If this sounds more like an affliction than a resumé booster, that’s because research has shown again and again that the human mind isn’t meant to multitask. Even worse, research shows that multitasking can have long-term harmful effects on brain function.
In a 2009 study, Stanford researcher Clifford Nass challenged 262 college students to complete experiments that involved switching among tasks, filtering irrelevant information, and using working memory. Nass and his colleagues expected that frequent multitaskers would outperform nonmultitaskers on at least some of these activities.
They found the opposite: Chronic multitaskers were abysmal at all three tasks. The scariest part: Only one of the experiments actually involved multitasking, signaling to Nass that even when they focus on a single activity, frequent multitaskers use their brains less effectively.

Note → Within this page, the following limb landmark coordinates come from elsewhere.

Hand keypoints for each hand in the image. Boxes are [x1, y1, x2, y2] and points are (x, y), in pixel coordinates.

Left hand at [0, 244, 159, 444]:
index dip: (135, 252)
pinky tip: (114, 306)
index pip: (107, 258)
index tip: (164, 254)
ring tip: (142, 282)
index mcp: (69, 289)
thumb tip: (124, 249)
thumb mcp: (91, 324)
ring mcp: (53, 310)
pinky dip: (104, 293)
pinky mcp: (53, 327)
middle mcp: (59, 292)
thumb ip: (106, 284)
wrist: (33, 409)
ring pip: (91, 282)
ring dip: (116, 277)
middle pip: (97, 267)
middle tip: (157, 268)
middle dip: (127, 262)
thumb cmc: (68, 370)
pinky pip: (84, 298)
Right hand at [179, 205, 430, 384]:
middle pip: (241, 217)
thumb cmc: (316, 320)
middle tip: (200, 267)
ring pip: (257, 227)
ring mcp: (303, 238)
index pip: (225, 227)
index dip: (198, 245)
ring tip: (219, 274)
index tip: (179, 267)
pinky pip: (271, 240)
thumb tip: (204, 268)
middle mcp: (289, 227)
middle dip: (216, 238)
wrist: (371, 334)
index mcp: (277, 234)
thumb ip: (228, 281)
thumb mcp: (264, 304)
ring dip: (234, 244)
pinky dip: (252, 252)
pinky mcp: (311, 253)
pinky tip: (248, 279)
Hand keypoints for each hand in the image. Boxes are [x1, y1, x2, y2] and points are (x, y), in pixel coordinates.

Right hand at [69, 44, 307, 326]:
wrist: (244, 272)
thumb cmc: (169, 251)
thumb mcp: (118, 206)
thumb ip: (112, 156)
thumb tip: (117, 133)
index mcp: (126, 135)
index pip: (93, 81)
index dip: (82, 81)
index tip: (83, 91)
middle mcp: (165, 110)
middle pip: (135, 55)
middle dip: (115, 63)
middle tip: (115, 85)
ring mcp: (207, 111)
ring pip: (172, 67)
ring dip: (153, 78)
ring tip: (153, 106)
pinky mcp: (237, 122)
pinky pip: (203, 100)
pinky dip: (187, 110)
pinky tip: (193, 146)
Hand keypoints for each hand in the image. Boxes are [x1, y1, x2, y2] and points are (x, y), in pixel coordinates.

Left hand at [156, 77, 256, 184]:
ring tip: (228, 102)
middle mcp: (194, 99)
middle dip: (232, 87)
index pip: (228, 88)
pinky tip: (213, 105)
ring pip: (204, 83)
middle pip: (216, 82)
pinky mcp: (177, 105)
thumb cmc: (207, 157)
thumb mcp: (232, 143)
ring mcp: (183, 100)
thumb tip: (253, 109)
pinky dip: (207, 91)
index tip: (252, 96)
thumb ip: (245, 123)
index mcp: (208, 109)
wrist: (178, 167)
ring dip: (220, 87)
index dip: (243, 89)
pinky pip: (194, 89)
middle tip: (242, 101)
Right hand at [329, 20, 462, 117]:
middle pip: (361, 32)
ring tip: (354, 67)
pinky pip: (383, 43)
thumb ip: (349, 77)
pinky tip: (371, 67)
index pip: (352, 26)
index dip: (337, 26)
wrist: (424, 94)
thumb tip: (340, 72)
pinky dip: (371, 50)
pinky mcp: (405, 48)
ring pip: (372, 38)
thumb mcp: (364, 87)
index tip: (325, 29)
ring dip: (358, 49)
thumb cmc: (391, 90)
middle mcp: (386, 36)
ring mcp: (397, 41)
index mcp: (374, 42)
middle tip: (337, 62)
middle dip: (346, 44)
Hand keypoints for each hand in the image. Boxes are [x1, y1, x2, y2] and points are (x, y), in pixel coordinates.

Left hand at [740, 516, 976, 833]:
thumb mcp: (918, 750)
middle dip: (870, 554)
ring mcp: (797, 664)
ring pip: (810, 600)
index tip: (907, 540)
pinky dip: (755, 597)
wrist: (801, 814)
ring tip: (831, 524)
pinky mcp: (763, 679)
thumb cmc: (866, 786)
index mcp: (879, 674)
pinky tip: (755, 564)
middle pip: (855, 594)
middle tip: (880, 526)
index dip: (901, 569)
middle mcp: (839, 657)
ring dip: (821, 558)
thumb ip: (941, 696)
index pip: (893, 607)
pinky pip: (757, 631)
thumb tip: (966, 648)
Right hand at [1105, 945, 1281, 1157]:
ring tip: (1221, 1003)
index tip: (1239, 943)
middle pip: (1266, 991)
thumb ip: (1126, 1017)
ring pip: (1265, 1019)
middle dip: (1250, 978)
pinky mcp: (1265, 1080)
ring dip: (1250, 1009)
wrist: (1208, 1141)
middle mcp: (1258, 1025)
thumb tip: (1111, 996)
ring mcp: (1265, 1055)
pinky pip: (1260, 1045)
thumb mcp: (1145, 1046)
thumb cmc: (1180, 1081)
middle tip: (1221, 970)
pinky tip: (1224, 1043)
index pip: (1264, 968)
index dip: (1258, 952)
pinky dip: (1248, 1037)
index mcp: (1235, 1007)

Multitasking is a weakness, not a strength. In 2010, a study by neuroscientists at the French medical research agency Inserm showed that when people focus on two tasks simultaneously, each side of the brain tackles a different task.
This suggests a two-task limit on what the human brain can handle. Taking on more tasks increases the likelihood of errors, so Nass suggests what he calls the 20-minute rule. Rather than switching tasks from minute to minute, dedicate a 20-minute chunk of time to a single task, then switch to the next one.
His second tip: “Don’t be a sucker for email.” The average professional spends about 23 percent of the day emailing, studies show. Inspired by that statistic, Gloria Mark of the University of California, Irvine, and her colleague Stephen Voida infiltrated an office, cut 13 employees off from email for five days, strapped heart monitors to their chests, and tracked their computer use. Not surprisingly, the employees were less stressed when cut off from email. They focused on one task for longer periods of time and switched screens less often, thereby minimizing multitasking.